Lucifer confessa son ignorance. Il supposa la cité fixe de par son statut mais il ne put l'affirmer. Zelyan faisait et défaisait les règles selon ses humeurs.

— Les démons n'ont pas le droit de châtier tes âmes. Ils peuvent les enfermer dans les cages du pilier, les chasser au loin, les effrayer, mais pas les torturer. Avant nous les mettions un peu partout, tu le verras peut-être, il y a des monticules entiers de tes âmes qui traînent dans les différents royaumes. Lorsque l'Atlantide est tombée, Zelyan a eu la bonne idée d'en faire le sanctuaire de tes esprits. Depuis, tes âmes les moins perdues gagnent l'île et nous laissent en paix. Je crois que tu n'imagines pas à quel point tes humains ont pu torturer mes pauvres démons.
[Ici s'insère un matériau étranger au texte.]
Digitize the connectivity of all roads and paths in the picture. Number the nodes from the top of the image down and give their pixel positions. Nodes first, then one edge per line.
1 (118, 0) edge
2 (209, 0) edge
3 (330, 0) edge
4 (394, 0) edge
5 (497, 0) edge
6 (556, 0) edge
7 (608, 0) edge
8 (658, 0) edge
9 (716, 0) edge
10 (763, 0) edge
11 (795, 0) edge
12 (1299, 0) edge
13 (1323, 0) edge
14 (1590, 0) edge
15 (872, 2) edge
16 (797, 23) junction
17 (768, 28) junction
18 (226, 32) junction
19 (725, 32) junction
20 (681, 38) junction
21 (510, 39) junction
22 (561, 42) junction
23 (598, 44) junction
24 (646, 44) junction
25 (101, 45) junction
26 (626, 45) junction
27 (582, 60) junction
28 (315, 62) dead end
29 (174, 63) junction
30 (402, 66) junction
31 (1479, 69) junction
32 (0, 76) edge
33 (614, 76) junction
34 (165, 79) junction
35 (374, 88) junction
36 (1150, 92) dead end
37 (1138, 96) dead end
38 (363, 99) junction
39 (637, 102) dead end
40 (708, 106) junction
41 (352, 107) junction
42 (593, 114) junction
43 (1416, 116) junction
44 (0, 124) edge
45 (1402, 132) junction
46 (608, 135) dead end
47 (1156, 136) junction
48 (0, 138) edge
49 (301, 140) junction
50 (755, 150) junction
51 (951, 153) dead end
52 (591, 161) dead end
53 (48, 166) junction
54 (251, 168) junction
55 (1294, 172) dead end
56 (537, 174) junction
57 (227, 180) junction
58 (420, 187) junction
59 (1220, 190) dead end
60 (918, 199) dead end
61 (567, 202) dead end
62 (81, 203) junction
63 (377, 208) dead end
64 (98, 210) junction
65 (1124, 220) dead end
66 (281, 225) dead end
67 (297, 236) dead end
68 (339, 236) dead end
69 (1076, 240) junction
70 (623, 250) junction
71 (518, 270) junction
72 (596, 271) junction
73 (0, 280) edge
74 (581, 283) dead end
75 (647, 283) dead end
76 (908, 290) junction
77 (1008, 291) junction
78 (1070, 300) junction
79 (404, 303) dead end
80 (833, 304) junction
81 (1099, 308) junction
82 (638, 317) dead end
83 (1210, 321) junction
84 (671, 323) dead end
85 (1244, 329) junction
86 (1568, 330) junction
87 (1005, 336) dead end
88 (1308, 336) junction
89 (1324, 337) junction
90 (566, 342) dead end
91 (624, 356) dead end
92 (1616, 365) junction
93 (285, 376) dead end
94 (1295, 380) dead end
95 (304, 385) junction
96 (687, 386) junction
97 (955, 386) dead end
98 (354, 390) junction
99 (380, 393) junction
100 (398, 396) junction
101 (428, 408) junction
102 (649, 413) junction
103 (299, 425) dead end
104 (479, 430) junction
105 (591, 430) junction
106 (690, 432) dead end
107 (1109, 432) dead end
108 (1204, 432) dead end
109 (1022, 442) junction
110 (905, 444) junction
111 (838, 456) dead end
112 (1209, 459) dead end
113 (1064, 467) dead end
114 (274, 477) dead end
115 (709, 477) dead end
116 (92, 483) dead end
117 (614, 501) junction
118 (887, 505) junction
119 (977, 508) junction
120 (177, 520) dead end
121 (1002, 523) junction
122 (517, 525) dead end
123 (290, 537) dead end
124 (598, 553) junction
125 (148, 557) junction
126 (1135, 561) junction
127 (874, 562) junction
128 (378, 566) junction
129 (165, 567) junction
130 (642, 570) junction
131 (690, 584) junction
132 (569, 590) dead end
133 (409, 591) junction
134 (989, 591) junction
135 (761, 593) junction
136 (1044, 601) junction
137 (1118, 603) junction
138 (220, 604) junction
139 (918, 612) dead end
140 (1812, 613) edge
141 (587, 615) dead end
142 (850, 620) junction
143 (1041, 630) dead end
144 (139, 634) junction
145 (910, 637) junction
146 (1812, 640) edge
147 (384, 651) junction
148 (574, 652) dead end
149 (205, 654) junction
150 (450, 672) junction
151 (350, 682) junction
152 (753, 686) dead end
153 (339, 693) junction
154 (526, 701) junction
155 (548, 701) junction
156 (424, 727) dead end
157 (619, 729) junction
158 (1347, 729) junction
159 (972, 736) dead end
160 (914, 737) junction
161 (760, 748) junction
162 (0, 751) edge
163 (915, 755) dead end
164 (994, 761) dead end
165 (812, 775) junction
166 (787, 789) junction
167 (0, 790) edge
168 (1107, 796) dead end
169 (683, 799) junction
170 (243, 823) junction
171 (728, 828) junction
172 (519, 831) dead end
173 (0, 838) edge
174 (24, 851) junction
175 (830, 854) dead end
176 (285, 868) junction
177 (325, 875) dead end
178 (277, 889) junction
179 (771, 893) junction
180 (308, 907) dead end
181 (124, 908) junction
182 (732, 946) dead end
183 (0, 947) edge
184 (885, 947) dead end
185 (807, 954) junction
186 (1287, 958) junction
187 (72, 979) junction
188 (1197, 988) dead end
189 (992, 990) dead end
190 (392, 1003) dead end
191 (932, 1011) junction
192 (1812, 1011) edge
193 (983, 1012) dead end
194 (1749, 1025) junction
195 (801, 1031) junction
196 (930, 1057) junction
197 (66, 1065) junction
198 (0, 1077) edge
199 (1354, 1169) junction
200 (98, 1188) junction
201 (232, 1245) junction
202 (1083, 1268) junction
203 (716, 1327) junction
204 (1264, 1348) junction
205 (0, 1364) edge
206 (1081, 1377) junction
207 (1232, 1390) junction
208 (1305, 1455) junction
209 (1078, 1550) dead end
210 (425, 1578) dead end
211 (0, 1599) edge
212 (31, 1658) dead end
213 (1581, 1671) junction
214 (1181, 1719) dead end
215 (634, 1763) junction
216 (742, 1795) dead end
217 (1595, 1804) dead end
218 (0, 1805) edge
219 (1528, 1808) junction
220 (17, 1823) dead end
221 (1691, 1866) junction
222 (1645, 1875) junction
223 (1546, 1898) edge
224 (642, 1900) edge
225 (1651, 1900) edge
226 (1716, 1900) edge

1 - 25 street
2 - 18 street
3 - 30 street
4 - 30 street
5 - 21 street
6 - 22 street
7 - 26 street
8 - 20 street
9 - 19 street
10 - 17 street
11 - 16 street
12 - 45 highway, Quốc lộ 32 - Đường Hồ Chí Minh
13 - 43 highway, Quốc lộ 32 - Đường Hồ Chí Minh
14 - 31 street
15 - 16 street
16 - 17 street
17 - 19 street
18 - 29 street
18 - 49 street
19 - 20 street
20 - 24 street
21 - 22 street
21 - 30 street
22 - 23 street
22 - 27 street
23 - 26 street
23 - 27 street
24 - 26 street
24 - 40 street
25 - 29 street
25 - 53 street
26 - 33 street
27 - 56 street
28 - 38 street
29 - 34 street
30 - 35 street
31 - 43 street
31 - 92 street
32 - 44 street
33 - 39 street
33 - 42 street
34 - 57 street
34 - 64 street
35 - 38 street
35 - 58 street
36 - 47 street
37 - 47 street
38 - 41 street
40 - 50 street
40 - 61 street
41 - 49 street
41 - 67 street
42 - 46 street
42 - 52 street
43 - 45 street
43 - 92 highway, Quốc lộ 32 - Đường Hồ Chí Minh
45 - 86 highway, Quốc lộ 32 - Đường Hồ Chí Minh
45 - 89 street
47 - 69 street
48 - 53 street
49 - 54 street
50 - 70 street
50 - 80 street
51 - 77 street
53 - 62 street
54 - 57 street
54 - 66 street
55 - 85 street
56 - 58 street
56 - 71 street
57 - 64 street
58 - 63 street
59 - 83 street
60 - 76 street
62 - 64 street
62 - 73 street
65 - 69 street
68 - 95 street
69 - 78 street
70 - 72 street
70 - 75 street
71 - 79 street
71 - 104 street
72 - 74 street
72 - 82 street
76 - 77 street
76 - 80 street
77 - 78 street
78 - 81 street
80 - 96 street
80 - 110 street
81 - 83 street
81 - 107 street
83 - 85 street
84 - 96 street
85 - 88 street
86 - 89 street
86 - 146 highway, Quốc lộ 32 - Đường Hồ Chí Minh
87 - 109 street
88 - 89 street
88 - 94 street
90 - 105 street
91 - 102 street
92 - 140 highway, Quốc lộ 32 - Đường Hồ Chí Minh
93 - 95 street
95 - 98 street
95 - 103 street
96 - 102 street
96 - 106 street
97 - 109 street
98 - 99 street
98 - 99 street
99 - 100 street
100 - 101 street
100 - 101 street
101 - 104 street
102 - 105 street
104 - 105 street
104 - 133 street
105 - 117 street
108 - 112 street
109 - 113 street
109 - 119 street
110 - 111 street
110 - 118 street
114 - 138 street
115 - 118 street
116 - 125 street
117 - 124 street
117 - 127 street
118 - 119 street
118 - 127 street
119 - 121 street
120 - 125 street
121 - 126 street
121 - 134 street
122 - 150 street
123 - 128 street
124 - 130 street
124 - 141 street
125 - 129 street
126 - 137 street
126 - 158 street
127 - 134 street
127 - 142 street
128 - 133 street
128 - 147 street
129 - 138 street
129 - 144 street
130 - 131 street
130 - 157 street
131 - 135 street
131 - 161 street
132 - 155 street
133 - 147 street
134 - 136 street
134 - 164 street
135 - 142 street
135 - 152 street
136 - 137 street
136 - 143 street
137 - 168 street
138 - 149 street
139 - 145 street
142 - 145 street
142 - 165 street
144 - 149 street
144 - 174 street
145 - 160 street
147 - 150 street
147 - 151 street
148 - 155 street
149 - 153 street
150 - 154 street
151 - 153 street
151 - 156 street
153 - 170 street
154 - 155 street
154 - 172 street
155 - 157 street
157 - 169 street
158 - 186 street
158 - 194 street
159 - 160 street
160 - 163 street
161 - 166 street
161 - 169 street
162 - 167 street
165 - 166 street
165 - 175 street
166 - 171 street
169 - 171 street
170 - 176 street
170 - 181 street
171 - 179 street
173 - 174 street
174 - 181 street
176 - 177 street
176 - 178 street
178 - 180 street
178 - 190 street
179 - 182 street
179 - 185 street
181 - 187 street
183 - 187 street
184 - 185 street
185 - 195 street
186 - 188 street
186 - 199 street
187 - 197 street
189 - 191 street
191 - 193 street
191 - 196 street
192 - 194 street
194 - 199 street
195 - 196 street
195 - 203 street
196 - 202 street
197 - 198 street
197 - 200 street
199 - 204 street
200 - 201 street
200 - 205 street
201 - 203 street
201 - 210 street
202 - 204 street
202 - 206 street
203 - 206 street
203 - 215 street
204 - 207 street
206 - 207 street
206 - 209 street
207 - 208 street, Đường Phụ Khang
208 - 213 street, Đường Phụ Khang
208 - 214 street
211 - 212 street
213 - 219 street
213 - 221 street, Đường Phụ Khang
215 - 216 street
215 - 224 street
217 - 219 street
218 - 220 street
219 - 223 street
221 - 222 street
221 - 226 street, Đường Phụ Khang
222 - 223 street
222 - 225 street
Ereyne croisa les bras, circonspecte, et attendit l'explication. Ses âmes, les pauvres croyants des cités sanctuaires, embêtaient des démons ? L'archange lui rétorqua qu'avoir des fantômes errants, intouchables et bruyants dans les pattes rendait le travail des employés du Malin bien plus compliqué.

— Ils n'ont aucun respect pour la masse salariale, les démons sont juste des petites mains qui font de leur mieux pour satisfaire les exigences de leur patron : moi, et Zelyan bien sûr.

— La « masse salariale » hein ?

— On les paye en coups de fouets.

Ereyne rit. Lucifer rit. Ce n'était pas chose courante en enfer.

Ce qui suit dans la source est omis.